#BlogTour #BookReview I Am Dust by Louise Beech @OrendaBooks

Welcome to today’s stop on the blog tour for I Am Dust by Louise Beech. My thanks to Anne at Random Things Tours for inviting me to participate in the tour and to Orenda Books for my digital review copy. Do check out the post for my tour buddy, Jacob at Hooked From Page One.

I Am DustAbout the Book

When iconic musical Dust is revived twenty years after the leading actress was murdered in her dressing room, a series of eerie events haunts the new cast, in a bewitching, beguiling and terrifyingly dark psychological thriller…

The Dean Wilson Theatre is believed to be haunted by a long-dead actress, singing her last song, waiting for her final cue, looking for her killer…

Now Dust, the iconic musical, is returning after twenty years. But who will be brave enough to take on the role of ghostly goddess Esme Black, last played by Morgan Miller, who was murdered in her dressing room?

Theatre usher Chloe Dee is caught up in the spectacle. As the new actors arrive, including an unexpected face from her past, everything changes. Are the eerie sounds and sightings backstage real or just her imagination? Is someone playing games?

Is the role of Esme Black cursed? Could witchcraft be at the heart of the tragedy? And are dark deeds from Chloe’s past about to catch up with her?
Not all the drama takes place onstage. Sometimes murder, magic, obsession and the biggest of betrayals are real life.

When you’re in the theatre shadows, you see everything. And Chloe has been watching…

Format: Paperback (300 pages)          Publisher: Orenda Books
Publication date: 16 April 2020 Genre: Contemporary Fiction, Thriller

Find I Am Dust on Goodreads

Pre-order/Purchase links*
Amazon.co.uk | Hive (supporting UK bookshops)
*links provided for convenience not as part of an affiliate programme

My Review

“I’m still here; I am dust. I’m those fragments in the air, the gold light dancing there, the breeze from nowhere.”
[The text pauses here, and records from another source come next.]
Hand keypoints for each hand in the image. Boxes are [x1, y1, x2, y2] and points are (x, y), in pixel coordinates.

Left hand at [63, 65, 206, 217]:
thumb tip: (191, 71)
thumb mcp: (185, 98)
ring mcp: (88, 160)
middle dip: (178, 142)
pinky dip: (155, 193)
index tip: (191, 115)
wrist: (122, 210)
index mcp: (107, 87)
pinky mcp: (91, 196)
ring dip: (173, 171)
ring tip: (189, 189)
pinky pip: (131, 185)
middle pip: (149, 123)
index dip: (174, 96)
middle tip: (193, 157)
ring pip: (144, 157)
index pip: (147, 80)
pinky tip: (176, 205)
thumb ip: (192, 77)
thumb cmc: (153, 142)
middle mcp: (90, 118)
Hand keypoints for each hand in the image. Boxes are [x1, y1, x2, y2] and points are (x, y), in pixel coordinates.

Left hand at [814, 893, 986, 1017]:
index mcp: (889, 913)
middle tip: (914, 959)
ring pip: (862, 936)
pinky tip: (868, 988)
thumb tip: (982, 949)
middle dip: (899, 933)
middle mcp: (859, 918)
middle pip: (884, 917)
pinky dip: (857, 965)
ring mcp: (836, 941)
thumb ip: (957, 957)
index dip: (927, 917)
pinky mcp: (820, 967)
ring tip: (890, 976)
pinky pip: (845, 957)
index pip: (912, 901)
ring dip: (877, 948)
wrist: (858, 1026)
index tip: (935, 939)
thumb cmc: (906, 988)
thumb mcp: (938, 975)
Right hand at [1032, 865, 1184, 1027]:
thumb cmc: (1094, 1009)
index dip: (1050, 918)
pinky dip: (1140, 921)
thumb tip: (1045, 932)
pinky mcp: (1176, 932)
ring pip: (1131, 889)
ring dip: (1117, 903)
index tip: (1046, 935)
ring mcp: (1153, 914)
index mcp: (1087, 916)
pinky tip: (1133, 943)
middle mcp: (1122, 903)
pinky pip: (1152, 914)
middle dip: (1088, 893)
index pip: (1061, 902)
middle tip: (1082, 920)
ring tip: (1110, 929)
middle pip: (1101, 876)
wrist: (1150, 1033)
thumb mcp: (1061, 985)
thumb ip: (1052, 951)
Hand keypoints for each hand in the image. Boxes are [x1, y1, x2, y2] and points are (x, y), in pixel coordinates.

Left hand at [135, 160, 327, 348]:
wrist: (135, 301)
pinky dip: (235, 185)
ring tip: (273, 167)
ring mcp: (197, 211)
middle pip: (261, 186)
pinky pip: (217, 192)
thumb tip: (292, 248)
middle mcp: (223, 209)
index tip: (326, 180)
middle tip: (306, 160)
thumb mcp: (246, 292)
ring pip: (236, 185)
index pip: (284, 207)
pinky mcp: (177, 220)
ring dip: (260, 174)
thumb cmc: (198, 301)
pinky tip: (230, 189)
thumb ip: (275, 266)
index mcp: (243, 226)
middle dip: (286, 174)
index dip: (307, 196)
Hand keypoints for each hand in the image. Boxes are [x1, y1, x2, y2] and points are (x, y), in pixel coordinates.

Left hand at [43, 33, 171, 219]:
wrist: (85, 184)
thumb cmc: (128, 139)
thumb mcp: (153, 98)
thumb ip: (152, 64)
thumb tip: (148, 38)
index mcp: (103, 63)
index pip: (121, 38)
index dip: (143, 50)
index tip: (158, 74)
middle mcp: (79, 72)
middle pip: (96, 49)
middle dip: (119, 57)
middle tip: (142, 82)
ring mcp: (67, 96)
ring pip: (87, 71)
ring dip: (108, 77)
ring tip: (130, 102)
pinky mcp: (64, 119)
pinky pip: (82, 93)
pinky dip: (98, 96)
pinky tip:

The tagline on Louise Beech’s website is ‘Making Magic With Words’ and there’s more than a touch of magic, including of a dark kind, woven into I Am Dust.

With its numerous superstitions, the theatre naturally lends itself to being the setting for a story with a generous sprinkling of spooky goings-on, including radio messages that no-one else hears, writing on mirrors that no-one else sees, glimpses of shadowy figures in the auditorium or backstage, and doors that mysteriously open and close without warning. Those who have read her previous book, Call Me Star Girl, will appreciate the author’s ability to create a spine-chilling atmosphere from something as simple as an empty building late at night.

In Chloe, the author gives the reader an unflinching but always sensitively handled portrait of a troubled young woman. Chloe has always harboured ambitions to be an actress but, for the time being, has to make do with the role of usher at the now rather rundown Dean Wilson Theatre. Its glory has faded since the time the musical Dust premiered there, although the events of that night have given it a ghoulish notoriety. Now the shows it puts on are decidedly less iconic and more often than not play to sparse and not very appreciative audiences. (I suspect the author had a bit of fun inventing the shows. Please tell me the tribute act Pelvis Presley really exists.)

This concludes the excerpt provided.